Referendum alongside presidential election will decide whether to halt extraction in Amazon national park
As Ecuadorians go to the polls on Sunday they must not only decide between eight presidential candidates but also vote on an unprecedented referendum question that could set a new course for the oil-reliant nation.
The poll will decide whether to halt drilling at the Yasuní Ishpingo-Tambococha-Tiputini (ITT) oilfield, also known as oil block 43, which lies in an Amazon national park and one of the world’s richest pockets of biodiversity. Ecuador’s largest protected area is also home to the Waorani people and the country’s last Indigenous communities in voluntary isolation, the Tagaeri and Taromenane.
When casting their ballots in a snap election that has been marked by the brutal assassination of a presidential candidate, a second referendum question will ask voters just in Quito whether to allow mining in the Chocó Andino, a vast area of land near the capital.
Ecuador is cash-strapped amid declining revenue from tax collection and the oil industry. The country earned $991m (£778m) from oil between January and July this year, less than half the $2.3bn it received during the same period last year, according to finance ministry data.
Last week, the rating agency Fitch downgraded Ecuador’s credit score to CCC+, seven points below investment grade. While it cited the country’s political and security risk, it also estimated a $600m fall in fiscal revenues and a 12% drop in oil output if the yes vote succeeded.

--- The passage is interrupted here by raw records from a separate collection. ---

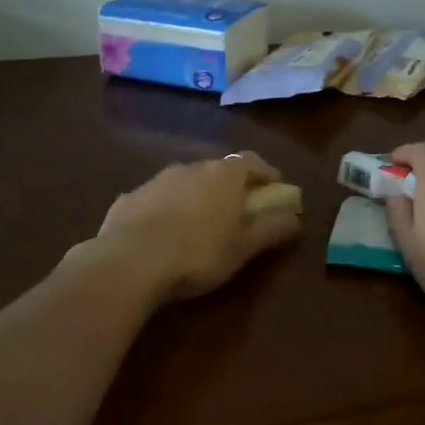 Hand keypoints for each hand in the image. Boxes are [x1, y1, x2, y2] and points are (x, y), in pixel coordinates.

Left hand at [90, 152, 301, 302]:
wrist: (128, 262)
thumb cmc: (198, 253)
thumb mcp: (245, 248)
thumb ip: (273, 228)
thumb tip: (296, 218)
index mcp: (224, 175)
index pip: (253, 162)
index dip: (267, 175)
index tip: (275, 192)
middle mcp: (191, 167)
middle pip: (218, 171)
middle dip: (231, 188)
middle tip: (237, 214)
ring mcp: (156, 180)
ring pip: (185, 183)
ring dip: (195, 198)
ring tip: (197, 228)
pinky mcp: (128, 198)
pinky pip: (155, 200)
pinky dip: (164, 211)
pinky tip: (161, 237)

It is not the first time Yasuní ITT has become a touchstone for the struggle between big oil and protecting the Amazon rainforest in Ecuador. In 2007, the then newly elected president, Rafael Correa, famously offered the world the chance to keep about 850m barrels in the ground at the oilfield.
By creating a fund for half of the oil’s estimated value, $3.6bn, countries would compensate Ecuador for not touching the reserves.
Whether it was a gamble or a publicity stunt, the bid failed to get the money. In 2013, Correa ended the initiative and gave the go-ahead to oil drilling on the 2,000-hectare (4,942-acre) patch of rainforest, reaching peak production of 57,000 barrels of oil a day.
It was also the beginning of the activist movement Yasunidos, which gathered more than 750,000 signatures to hold a referendum to achieve what Correa had failed to do. Ten years on and after lengthy legal battles, Ecuador’s highest court ruled the vote could take place.
The Indigenous Waorani leader and activist Nemonte Nenquimo said Sunday’s vote offered Ecuadorians a “once-in-a-lifetime opportunity”.
“The decision is now ours: we can change the course of history by saying yes to [blocking] Yasuní, we can all be defenders of Mother Earth and protect our future”, she told the Guardian.
“Oil extraction isn’t development. We only need to look at the facts to see the truth: oil causes poverty, contamination and death.”
Alberto Acosta-Burneo, an economist and editor of the Weekly Analysis bulletin, said Ecuador would be “shooting itself in the foot” if it shut down the fourth oil block in Yasuní ITT.
“Supposedly we do the environment good by ceasing to produce oil but we don’t reduce consumption of fossil fuels; as a result, another country will raise its oil output to sell us more fuel,” he said in a video posted on X, formerly known as Twitter.
Polls indicate that Ecuadorians may be listening to activists’ and Indigenous people’s calls to cease the country’s half-century of reliance on oil.
“Ecuador has an obligation to make an energy transition which is economically viable,” Patricia Gualinga, an Indigenous leader of the Kichwa community of Sarayaku, said. “The oil won’t last more than 15 years. It’s a non-renewable resource.”
Gualinga fought and won a case in the inter-American court of human rights in 2012 to block government-authorised oil exploration by an Argentinian company on her people’s land.
She said Ecuador’s dependence on oil had not brought “any benefit, only death and destruction” for its Indigenous people, half of whom still live in poverty while oil spills in the Amazon are commonplace.
The country’s rainforest has been the scene of an “Amazon Chernobyl”, a series of huge oil spills that sparked a legal battle which has been going on for three decades between activists and the oil company Chevron.
“If we win, it will be a triumph for Ecuador,” said Hueiya Cahuiya, 46, the founder of the Waorani Women’s Association of the Ecuadorian Amazon who has fought oil drilling in the park since, as a teenager, oil contractors destroyed a sacred burial ground where her grandfather’s remains lay.
“We don’t want any more contamination in our rivers, any more extraction on our land,” she said. “We want a different future.”